No documento Carl Winter: um alemão em Santa Fé (páginas 110-116)

Embora sabendo que a personagem Carl Winter é puramente imaginária, a temos em nossa mente como se fosse um ser real. Acreditamos na verdade de sua existência. A verdade da ficção ou da Literatura, na visão de Flávio Loureiro Chaves (2004, p.9), reside na sua possibilidade de convicção, ou seja, se uma obra nos convence, passa a ser verdadeira e participa de nossa visão do mundo como se fosse real; se não nos convence, a abandonamos assim como a suas personagens, relegando-as ao esquecimento.

Nesse sentido, não é o fato de uma personagem representar uma pessoa real que a dota de credibilidade, mas sim a verossimilhança que preside a sua criação, responsável pela elaboração de seu aspecto físico, de seus gestos, palavras e pensamentos de forma lógica e coerente. E é essa característica que determina também a ficcionalidade de uma obra literária.

O conceito de verossimilhança surge com Aristóteles, definido como o critério fundamental que preside a mimesis, no sentido de que na obra literária a ação se organiza como se organizaria na realidade, isto é, segundo uma coerência relativa, semelhante à que preside os eventos da vida diária.

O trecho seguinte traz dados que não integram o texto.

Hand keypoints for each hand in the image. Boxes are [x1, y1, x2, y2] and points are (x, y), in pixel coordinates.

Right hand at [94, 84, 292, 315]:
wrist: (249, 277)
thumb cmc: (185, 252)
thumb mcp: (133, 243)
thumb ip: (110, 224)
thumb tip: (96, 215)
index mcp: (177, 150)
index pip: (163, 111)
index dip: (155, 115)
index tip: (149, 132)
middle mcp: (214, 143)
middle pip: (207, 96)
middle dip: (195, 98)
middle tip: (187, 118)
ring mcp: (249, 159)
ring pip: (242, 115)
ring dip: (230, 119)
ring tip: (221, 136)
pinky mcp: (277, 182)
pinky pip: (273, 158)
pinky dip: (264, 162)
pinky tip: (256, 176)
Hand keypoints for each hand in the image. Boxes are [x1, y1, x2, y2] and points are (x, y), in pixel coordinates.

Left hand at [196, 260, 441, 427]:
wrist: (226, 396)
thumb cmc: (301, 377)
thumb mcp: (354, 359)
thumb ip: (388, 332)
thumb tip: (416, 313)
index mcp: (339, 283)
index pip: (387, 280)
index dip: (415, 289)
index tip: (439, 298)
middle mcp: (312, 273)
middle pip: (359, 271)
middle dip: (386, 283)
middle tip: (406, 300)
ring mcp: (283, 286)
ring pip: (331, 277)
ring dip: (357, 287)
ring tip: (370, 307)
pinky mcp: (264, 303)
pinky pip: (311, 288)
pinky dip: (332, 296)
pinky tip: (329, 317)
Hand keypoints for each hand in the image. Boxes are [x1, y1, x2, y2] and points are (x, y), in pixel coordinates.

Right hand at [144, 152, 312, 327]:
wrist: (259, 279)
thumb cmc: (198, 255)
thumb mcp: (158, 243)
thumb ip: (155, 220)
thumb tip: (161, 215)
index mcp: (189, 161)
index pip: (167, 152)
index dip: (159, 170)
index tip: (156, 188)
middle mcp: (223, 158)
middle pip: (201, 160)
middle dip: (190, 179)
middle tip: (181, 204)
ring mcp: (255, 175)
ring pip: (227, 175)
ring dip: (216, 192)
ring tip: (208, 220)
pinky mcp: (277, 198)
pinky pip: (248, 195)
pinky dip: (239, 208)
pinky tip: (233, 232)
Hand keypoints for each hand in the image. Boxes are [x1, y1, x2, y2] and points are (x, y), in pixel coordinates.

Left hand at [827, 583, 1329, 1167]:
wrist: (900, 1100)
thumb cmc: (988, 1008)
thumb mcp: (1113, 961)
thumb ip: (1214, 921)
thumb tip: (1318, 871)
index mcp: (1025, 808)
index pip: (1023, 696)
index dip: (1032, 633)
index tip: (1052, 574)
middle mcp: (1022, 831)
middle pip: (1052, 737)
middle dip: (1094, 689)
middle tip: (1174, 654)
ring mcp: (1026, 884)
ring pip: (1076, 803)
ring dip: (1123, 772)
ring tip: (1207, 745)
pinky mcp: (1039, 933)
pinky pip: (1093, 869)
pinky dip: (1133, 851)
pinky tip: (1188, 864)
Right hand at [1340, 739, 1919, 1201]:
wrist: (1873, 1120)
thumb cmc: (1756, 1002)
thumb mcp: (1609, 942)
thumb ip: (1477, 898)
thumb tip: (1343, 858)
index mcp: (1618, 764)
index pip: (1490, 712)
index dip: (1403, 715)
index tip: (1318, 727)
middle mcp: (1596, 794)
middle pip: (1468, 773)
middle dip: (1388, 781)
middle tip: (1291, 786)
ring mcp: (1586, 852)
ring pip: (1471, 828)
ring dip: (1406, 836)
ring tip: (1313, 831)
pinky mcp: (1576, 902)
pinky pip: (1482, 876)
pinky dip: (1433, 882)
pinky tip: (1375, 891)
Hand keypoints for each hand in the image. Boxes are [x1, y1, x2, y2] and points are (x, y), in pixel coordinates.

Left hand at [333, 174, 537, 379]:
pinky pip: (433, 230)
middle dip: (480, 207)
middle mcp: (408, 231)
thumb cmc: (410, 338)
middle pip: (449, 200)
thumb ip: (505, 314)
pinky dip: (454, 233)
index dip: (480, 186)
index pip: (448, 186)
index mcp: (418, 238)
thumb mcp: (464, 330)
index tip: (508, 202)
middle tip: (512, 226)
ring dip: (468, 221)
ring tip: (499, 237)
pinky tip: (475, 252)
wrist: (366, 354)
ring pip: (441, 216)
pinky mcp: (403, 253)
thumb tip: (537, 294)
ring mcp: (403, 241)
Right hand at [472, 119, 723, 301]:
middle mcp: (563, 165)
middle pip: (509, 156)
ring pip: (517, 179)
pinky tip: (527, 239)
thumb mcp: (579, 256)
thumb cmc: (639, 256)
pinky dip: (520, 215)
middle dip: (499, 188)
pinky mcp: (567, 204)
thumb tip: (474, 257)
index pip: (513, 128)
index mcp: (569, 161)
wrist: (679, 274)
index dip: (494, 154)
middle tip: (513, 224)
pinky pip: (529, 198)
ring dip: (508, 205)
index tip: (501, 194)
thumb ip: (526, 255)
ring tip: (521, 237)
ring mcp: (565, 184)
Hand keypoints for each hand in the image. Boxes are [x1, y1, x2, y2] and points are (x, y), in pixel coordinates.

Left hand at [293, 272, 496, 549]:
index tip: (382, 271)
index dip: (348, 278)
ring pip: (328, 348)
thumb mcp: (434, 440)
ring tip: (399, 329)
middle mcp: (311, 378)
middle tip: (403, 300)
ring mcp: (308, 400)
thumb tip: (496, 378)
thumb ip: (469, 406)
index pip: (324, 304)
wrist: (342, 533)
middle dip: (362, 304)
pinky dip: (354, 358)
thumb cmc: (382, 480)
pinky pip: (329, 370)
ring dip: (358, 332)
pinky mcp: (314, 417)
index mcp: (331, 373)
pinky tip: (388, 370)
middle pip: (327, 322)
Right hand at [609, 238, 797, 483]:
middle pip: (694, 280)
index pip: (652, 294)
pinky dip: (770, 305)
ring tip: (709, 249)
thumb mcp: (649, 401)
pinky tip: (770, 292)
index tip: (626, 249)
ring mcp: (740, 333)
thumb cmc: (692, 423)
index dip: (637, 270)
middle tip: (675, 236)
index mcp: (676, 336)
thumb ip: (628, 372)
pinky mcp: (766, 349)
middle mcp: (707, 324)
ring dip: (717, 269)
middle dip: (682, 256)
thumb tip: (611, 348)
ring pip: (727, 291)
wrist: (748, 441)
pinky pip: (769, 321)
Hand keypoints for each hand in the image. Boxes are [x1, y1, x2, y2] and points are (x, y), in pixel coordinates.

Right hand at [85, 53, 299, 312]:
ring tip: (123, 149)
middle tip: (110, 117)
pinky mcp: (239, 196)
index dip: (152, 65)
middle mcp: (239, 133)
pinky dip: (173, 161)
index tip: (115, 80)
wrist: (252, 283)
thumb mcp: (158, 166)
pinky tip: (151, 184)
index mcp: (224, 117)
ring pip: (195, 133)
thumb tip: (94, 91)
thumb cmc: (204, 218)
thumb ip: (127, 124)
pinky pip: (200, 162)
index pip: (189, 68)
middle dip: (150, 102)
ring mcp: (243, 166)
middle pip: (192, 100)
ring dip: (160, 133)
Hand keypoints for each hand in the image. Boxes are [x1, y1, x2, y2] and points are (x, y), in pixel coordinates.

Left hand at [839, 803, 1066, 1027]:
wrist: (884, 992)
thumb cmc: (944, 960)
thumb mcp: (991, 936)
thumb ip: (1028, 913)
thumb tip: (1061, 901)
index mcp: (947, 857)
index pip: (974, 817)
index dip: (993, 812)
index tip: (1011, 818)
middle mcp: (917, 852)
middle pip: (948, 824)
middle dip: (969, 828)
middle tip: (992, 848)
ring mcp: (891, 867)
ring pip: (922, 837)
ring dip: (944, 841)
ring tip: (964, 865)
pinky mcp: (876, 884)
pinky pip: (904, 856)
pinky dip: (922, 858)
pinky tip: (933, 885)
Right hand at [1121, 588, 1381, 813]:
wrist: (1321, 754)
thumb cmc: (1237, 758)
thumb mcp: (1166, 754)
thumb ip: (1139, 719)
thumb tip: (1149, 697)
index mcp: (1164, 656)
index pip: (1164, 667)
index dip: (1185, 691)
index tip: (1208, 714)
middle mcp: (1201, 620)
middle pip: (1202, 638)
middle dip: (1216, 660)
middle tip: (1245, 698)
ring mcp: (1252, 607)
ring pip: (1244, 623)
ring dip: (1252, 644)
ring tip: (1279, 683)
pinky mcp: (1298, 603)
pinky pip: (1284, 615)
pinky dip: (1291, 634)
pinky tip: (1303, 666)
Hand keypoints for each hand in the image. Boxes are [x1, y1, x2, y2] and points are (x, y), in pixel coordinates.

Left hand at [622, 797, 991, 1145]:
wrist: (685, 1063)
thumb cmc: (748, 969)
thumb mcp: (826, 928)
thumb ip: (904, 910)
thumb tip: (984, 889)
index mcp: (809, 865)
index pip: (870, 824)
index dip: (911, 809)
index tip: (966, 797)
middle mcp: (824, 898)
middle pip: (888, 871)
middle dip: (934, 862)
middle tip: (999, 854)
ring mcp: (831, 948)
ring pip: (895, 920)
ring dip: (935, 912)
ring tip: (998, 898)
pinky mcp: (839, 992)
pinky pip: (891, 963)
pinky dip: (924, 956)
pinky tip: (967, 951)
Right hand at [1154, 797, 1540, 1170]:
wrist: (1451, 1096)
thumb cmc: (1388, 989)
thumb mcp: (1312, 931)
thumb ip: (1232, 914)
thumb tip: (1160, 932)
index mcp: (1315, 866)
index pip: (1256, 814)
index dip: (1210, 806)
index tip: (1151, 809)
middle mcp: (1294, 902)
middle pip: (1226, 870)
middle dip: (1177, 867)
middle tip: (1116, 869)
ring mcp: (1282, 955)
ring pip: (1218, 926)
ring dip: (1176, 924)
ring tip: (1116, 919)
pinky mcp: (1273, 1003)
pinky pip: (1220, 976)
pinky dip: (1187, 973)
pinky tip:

Na concepção de Aristóteles (1996, p.78), “não é ofício do poeta narrar o que aconteceu; é, sim, o de representar o que poderia acontecer, quer dizer: o que é possível segundo a verossimilhança e a necessidade.” O campo da mimesis, assim, não se circunscreve ao da verdade, mas ao do possível, não se restringindo a uma única visão possível do objeto a ser representado.

De acordo com Lígia Militz da Costa (1998, p.12), desvinculando a arte literária da verdade (tomada aqui no sentido de realidade), Aristóteles concedeu-lhe autonomia ao relacioná-la ao princípio da verossimilhança, que significa, em primeiro lugar, que a obra artística tem como objeto de representação o possível e não o historicamente verdadeiro, constituindo a verossimilhança externa; e, em segundo lugar e com maior importância, o

verossímil significa o princípio interno ordenador da construção mimética, baseado nas relações de causa, lógica e necessidade, o qual faz da obra um todo coeso, uno e exclusivo, constituindo a verossimilhança interna.9

Verossímil, portanto, não é necessariamente o verdadeiro, mas o que parece sê-lo, graças à coerência da representação fictícia. E nem sempre o verdadeiro, na ficção é verossímil. Um enredo e personagens podem ser verdadeiros, contudo podem não convencer o leitor, exatamente porque sua construção desrespeitou as convenções necessárias ao conjunto autônomo da obra.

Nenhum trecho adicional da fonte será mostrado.